Хозяйственное состояние, определяя качество российской жизни, определяет и все ее болезненно-революционные парадоксы, постоянно провоцирует крайнюю необходимость реформ, которые тем не менее переходят в революции, расколы, перестройки, гражданские холодные и горячие войны — потому что реформы всегда опаздывают, вынуждая одно сословье выживать до усталости, а другое — до усталости жить. Тогда что же такое наша Россия как хозяйство среди других национальных хозяйств так называемого цивилизованного мира? — административно- бюрократическая структура, владеющая неисчислимыми сырьевыми ресурсами, вооруженная армией и флотом? — ведь при наличии национального раздвоения не может быть и единого хозяйственного творчества и, как следствие, эффективного национального хозяйства. Если же такое хозяйство сознательно или подсознательно воспринимается как угроза сословной административно-бюрократической структуре, именуемой государством Российским, становится понятным стремление этой структуры к законодательному оформлению своего бытия, что и выражается в историческом постоянстве реальных российских реформ как административных. И они, в отличии от хозяйственных, социальных, для которых необходимо единство ОБЩЕ- сословное, ОБЩЕ-народное, всегда плодотворны и успешны во всех смыслах: через такие реформы происходит, пусть даже и болезненно на первых порах, европейскообразное обновление в самой административной деятельности (мундиры, разряды, терминология и т.д), а на этой трудовой основе — и обновление всего сословного
бытия, которое в своем обновленном виде еще более способствует глубине национального разделения. Может быть, в этом-то и причина искренности того обновленческого пафоса, который всегда сопутствует такой реформе (революции, перестройке, перевороту), тем более, что и сама пропаганда оказывается в распоряжении новой генерации распорядителей. Эта реформа, предполагающая разделение как нечто безусловное, естественно предполагает и все национальное хозяйство на основе все того же принудительного труда, пусть бы и в новых формах. Но поскольку содержание остается прежним и не вносит в разделение каких-то новых элементов сословной солидарности, но даже напротив — уничтожает все те начала социального согласия, которые были исподволь достигнуты в предыдущий исторический период, то в общенациональном новом как бы хозяйственном творчестве ничего принципиально нового в результате реформ и не оказывается, кроме разве спецовок и рабочей обутки.
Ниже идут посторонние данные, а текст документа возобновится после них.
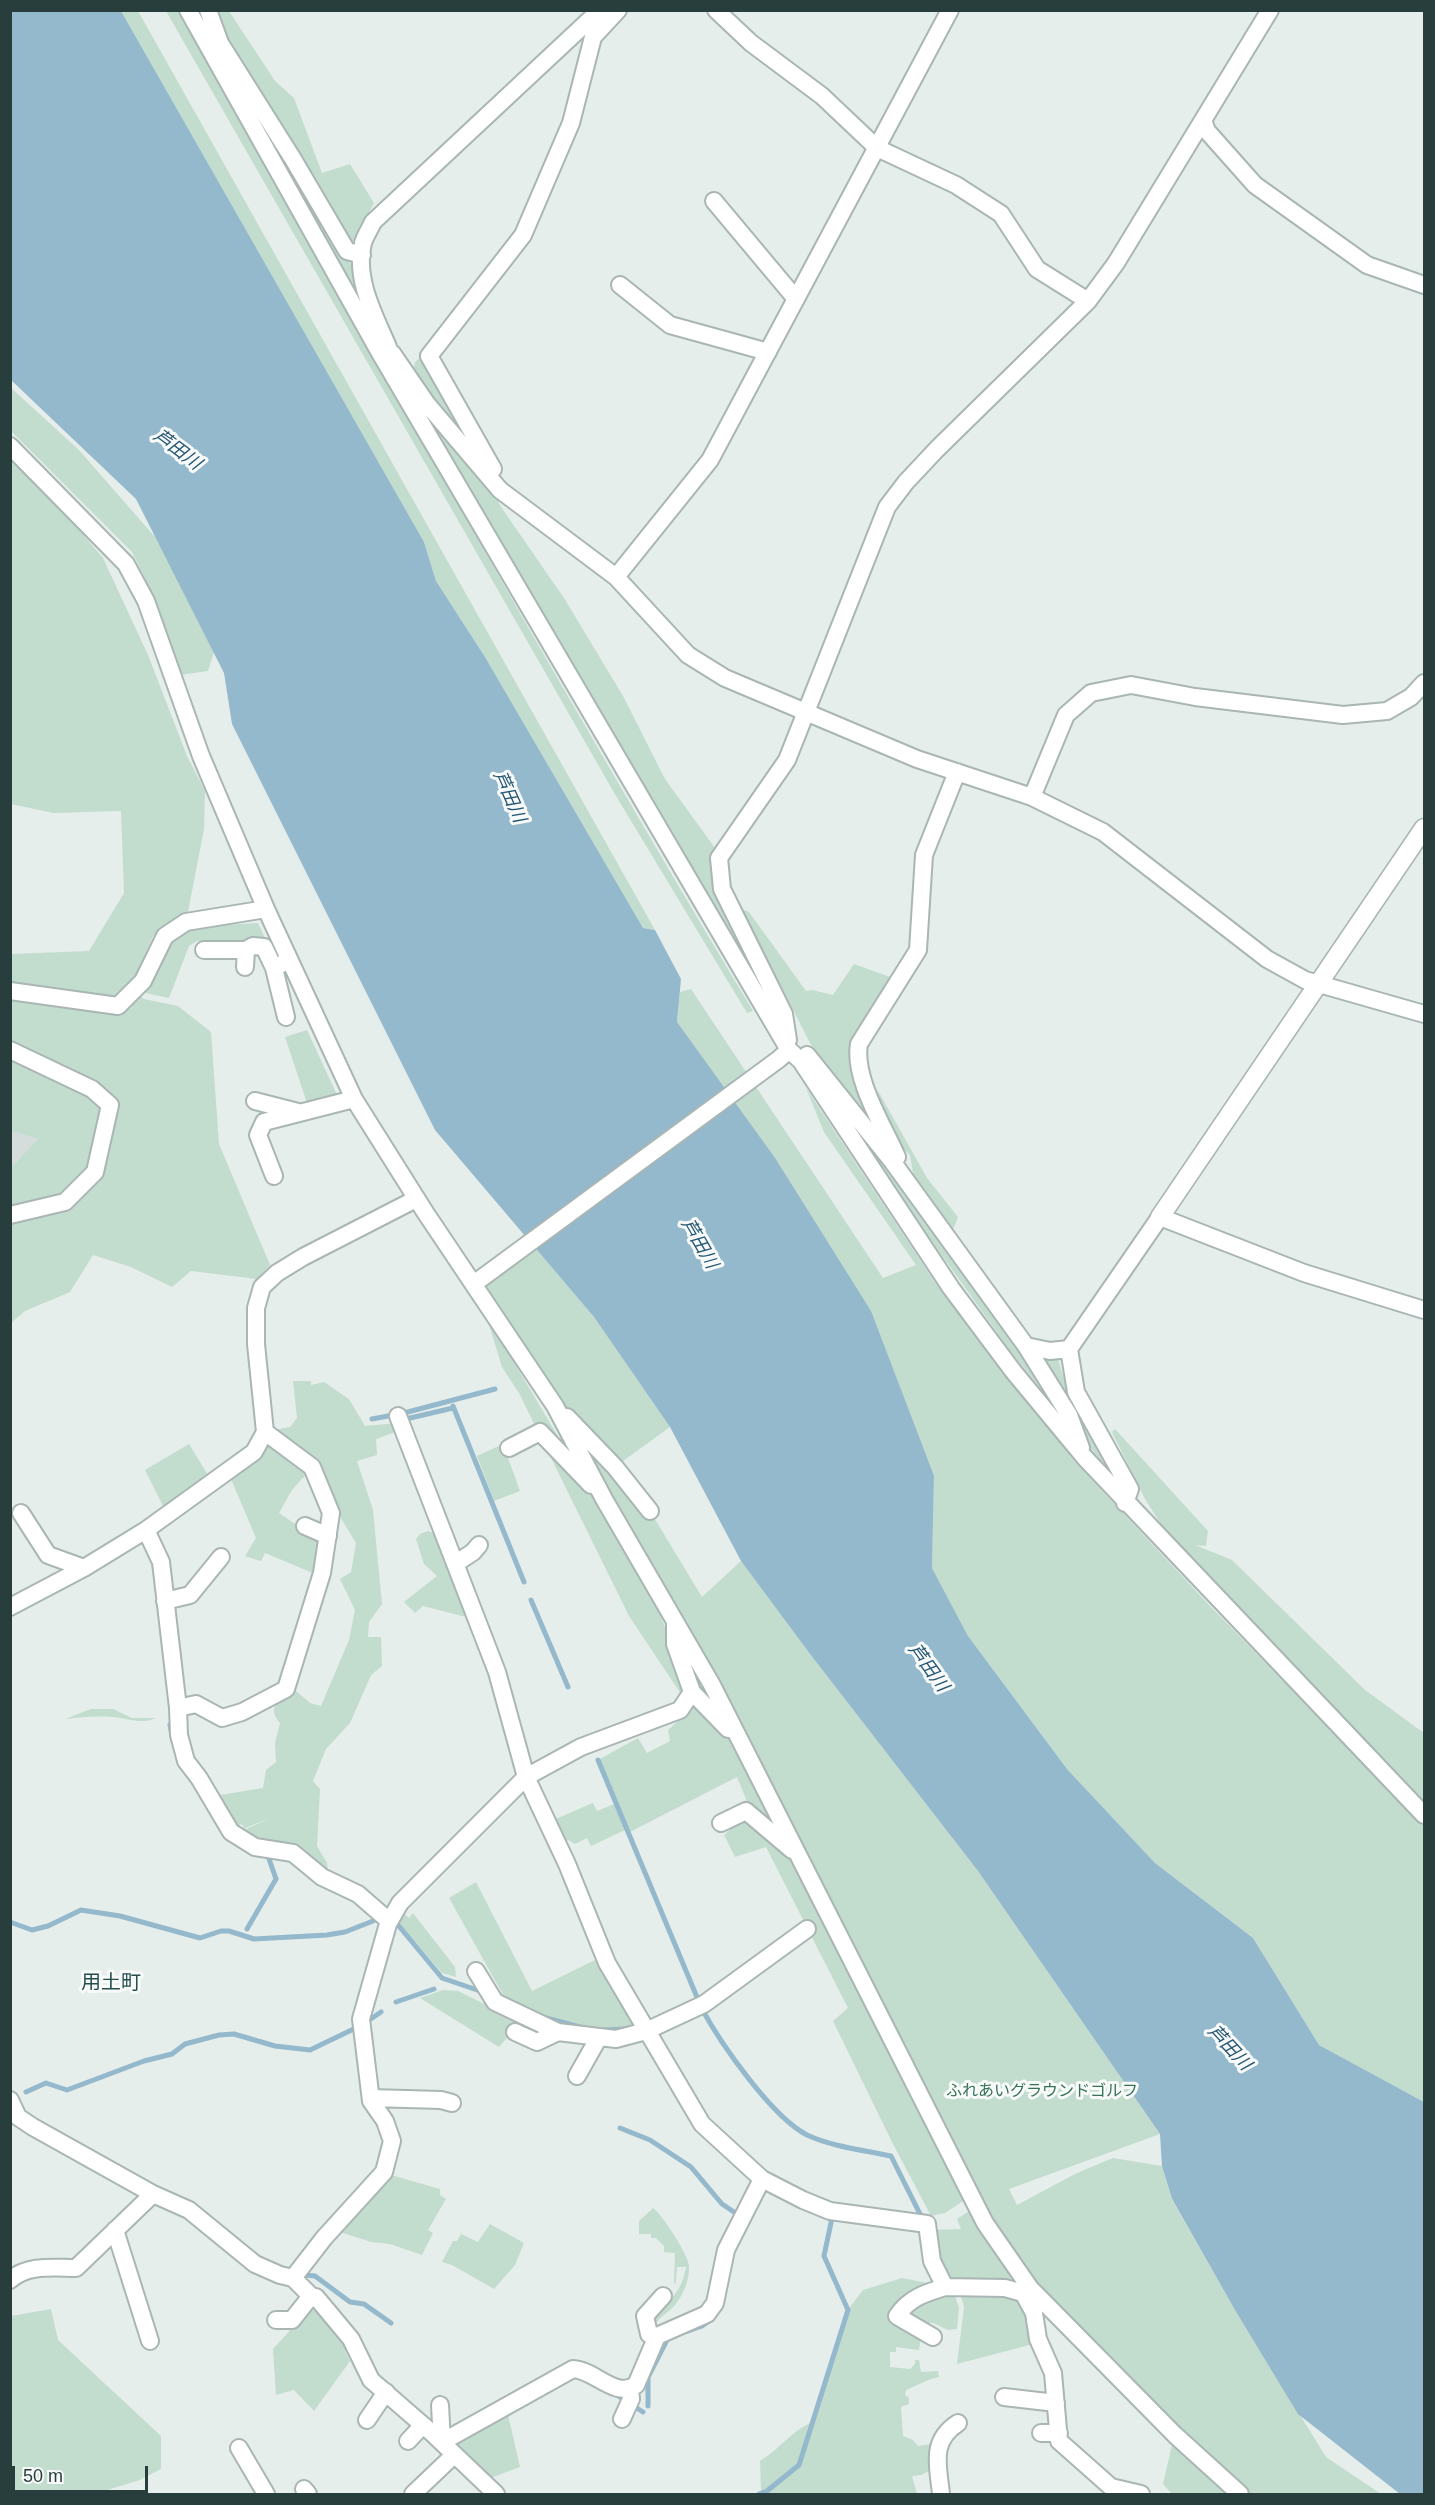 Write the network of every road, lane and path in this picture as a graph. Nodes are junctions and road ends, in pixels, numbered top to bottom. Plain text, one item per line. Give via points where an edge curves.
1 (188, 10) edge
2 (208, 10) edge
3 (600, 10) edge
4 (618, 10) edge
5 (716, 10) edge
6 (950, 10) edge
7 (1270, 10) edge
8 (1203, 120) junction
9 (877, 148) junction
10 (714, 201) dead end
11 (362, 255) junction
12 (620, 285) dead end
13 (1425, 285) edge
14 (796, 299) junction
15 (1088, 301) junction
16 (384, 350) junction
17 (768, 352) junction
18 (10, 446) edge
19 (500, 490) junction
20 (616, 577) junction
21 (1425, 683) edge
22 (807, 713) junction
23 (957, 772) junction
24 (1032, 797) junction
25 (1425, 828) edge
26 (266, 909) junction
27 (204, 950) dead end
28 (246, 950) junction
29 (282, 964) junction
30 (245, 968) dead end
31 (1317, 985) junction
32 (10, 991) edge
33 (1425, 1014) edge
34 (285, 1017) dead end
35 (10, 1050) edge
36 (784, 1054) junction
37 (354, 1099) junction
38 (255, 1101) dead end
39 (301, 1113) junction
40 (891, 1161) junction
41 (274, 1176) dead end
42 (416, 1199) junction
43 (10, 1215) edge
44 (1160, 1217) junction
45 (480, 1279) junction
46 (1425, 1310) edge
47 (1026, 1346) junction
48 (1069, 1349) junction
49 (555, 1406) junction
50 (398, 1416) dead end
51 (265, 1432) junction
52 (510, 1448) dead end
53 (1084, 1458) junction
54 (604, 1498) junction
55 (1125, 1503) junction
56 (650, 1511) dead end
57 (21, 1513) dead end
58 (305, 1526) dead end
59 (146, 1530) junction
60 (328, 1536) junction
61 (479, 1545) dead end
62 (221, 1557) dead end
63 (455, 1564) junction
64 (84, 1568) junction
65 (165, 1601) junction
66 (10, 1607) edge
67 (295, 1610) dead end
68 (675, 1621) junction
69 (306, 1623) junction
70 (692, 1692) junction
71 (178, 1708) junction
72 (735, 1729) junction
73 (526, 1778) junction
74 (1425, 1815) edge
75 (721, 1823) dead end
76 (799, 1857) junction
77 (389, 1922) junction
78 (807, 1929) dead end
79 (476, 1971) dead end
80 (646, 2031) junction
81 (515, 2032) dead end
82 (558, 2032) junction
83 (599, 2037) junction
84 (577, 2076) dead end
85 (371, 2098) junction
86 (10, 2100) edge
87 (452, 2103) dead end
88 (14, 2116) edge
89 (762, 2180) junction
90 (153, 2194) junction
91 (115, 2230) junction
92 (293, 2278) junction
93 (10, 2280) edge
94 (945, 2287) junction
95 (1027, 2291) junction
96 (663, 2295) dead end
97 (311, 2296) junction
98 (276, 2320) dead end
99 (657, 2336) junction
100 (933, 2337) dead end
101 (150, 2341) dead end
102 (630, 2389) junction
103 (386, 2392) junction
104 (1004, 2397) dead end
105 (1056, 2403) junction
106 (440, 2405) dead end
107 (622, 2419) dead end
108 (368, 2420) dead end
109 (958, 2422) dead end
110 (423, 2425) junction
111 (938, 2430) dead end
112 (1041, 2433) dead end
113 (1059, 2433) junction
114 (408, 2441) dead end
115 (442, 2442) junction
116 (239, 2448) dead end
117 (937, 2449) junction
118 (454, 2455) junction
119 (266, 2494) edge
120 (413, 2494) edge
121 (496, 2494) edge
122 (941, 2494) edge
123 (1141, 2494) edge
124 (1240, 2494) edge

1 - 16 street
2 - 11 street via 220,43 347,251
3 - 11 street via 373,222
4 - 19 street via 593,37 571,123 523,235 429,356 497,477
5 - 9 street via 751,43 822,96
6 - 9 street
7 - 8 street
8 - 13 street via 1207,131 1255,185 1366,265
8 - 15 street via 1116,263
9 - 14 street
9 - 15 street via 956,184 1001,214 1037,269
10 - 14 street
11 - 16 street via 365,291
12 - 17 street via 670,325
14 - 17 street
15 - 22 street via 937,449 887,507
16 - 19 street
16 - 36 street
17 - 20 street via 710,460
18 - 26 street via 126,564 146,601 201,756
19 - 20 street
20 - 22 street via 688,656 725,678
21 - 24 street via 1387,711 1343,715 1131,685 1091,693 1066,715
22 - 23 street
22 - 36 street via 787,760 719,858 722,889 784,1014
23 - 24 street
23 - 40 street via 924,855 918,950 859,1044 861,1077 897,1157
24 - 31 street via 1103,832 1267,959
25 - 31 street
26 - 29 street
26 - 32 street via 186,922 165,936 142,981 118,1006
27 - 28 street
28 - 29 street via 264,947
28 - 30 street
29 - 34 street
29 - 37 street
31 - 33 street
31 - 44 street
35 - 43 street via 93,1089 110,1105 95,1172 65,1202
36 - 40 street via 808,1055
36 - 45 street
36 - 53 street via 801,1061 951,1288
37 - 39 street
37 - 42 street
38 - 39 street
39 - 41 street via 264,1122 258,1135
40 - 47 street
42 - 45 street
42 - 51 street via 303,1257 262,1287 256,1308 256,1344
44 - 46 street via 1304,1273
44 - 48 street
45 - 49 street
47 - 48 street via 1050,1351
47 - 53 street via 1070,1415
48 - 55 street via 1076,1392 1130,1489
49 - 54 street
49 - 56 street via 615,1467
50 - 63 street
51 - 59 street via 254,1452
51 - 60 street via 312,1467 331,1513
52 - 54 street via 540,1432
53 - 55 street
54 - 68 street
55 - 74 street
57 - 64 street via 48,1555
58 - 60 street
59 - 64 street
59 - 65 street via 161,1562
60 - 69 street via 322,1573
61 - 63 street
62 - 65 street via 190,1595
63 - 73 street via 501,1683
64 - 66 street
65 - 71 street
67 - 69 street
68 - 70 street via 675,1644
68 - 72 street
69 - 71 street via 286,1689 270,1691 242,1712 222,1718 196,1704
70 - 72 street via 728,1729
70 - 73 street via 680,1710 581,1747
71 - 77 street via 179,1735 186,1761 231,1832 255,1847 293,1853 322,1877 358,1894
72 - 76 street
73 - 77 street via 400,1903
73 - 80 street via 567,1864 607,1963
75 - 76 street via 747,1811
76 - 95 street via 973,2202
77 - 85 street via 362,2019
78 - 80 street via 704,2004
79 - 82 street via 495,2002
80 - 83 street via 616,2039
80 - 89 street via 702,2124
81 - 82 street via 537,2042
82 - 83 street
83 - 84 street
85 - 87 street
85 - 92 street via 392,2141 384,2172
86 - 88 street
88 - 90 street
89 - 94 street via 830,2211 927,2224 933,2262
89 - 99 street via 726,2250 715,2303 707,2314
90 - 91 street
90 - 92 street via 189,2210 255,2264
91 - 93 street via 76,2268 42,2267
91 - 101 street
92 - 97 street
94 - 95 street
94 - 100 street via 918,2295 897,2316
95 - 105 street via 1038,2339 1053,2373
95 - 124 street
96 - 99 street via 645,2316 649,2334
97 - 98 street via 292,2319
97 - 103 street via 351,2339 372,2380
99 - 102 street via 636,2385
102 - 107 street via 631,2398
102 - 115 street via 616,2389 583,2370 573,2369
103 - 108 street
103 - 110 street
104 - 105 street
105 - 113 street
106 - 115 street
109 - 117 street via 947,2430
110 - 114 street
110 - 115 street
111 - 117 street
112 - 113 street
113 - 123 street via 1059,2441 1111,2487
115 - 118 street
116 - 119 street
117 - 122 street
118 - 120 street
118 - 121 street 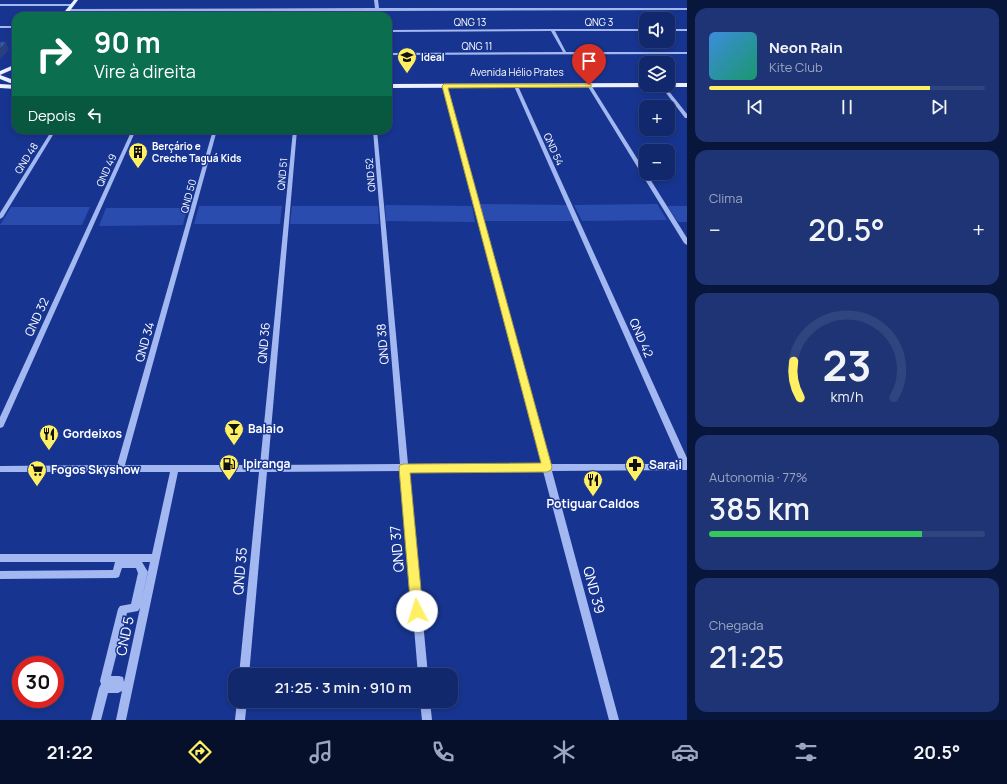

Наша главная национальная проблема кажется так ясна и проста, но отчего же она не может разрешиться ни бунтами, ни революциями, ни перестройками, ни даже великими реформами? Отчего в словах наших административно-политических и духовных вождей столько приблизительного, необязательного и сугубо абстрактного? Вот одно из таких откровений последнего времени: государство-де должно любить своих граждан.
Подобные метафоры как нельзя лучше свидетельствуют о беспомощности и нашего современного общественного сознания, если оно всерьез воспринимает такие сентеции. Но само их происхождение имеет все ту же западную родословную: вот там, мол, государства любят и потому у них (у венециян) такая хорошая жизнь, а вот у нас-де не любит, или недостаточно любит, и потому такая дурная жизнь и нищета, а как будет любить, так все и образуется в лучшем виде — подстать Европе. Иначе говоря, современное общественное сознание и в нынешние демократические времена ничего не может предложить административному творчеству в деле обустройства России по существу организации национального хозяйства, тем более вынудить это творчество к действию — оно, как и всегда, только одобряет действия своих правительственных людей.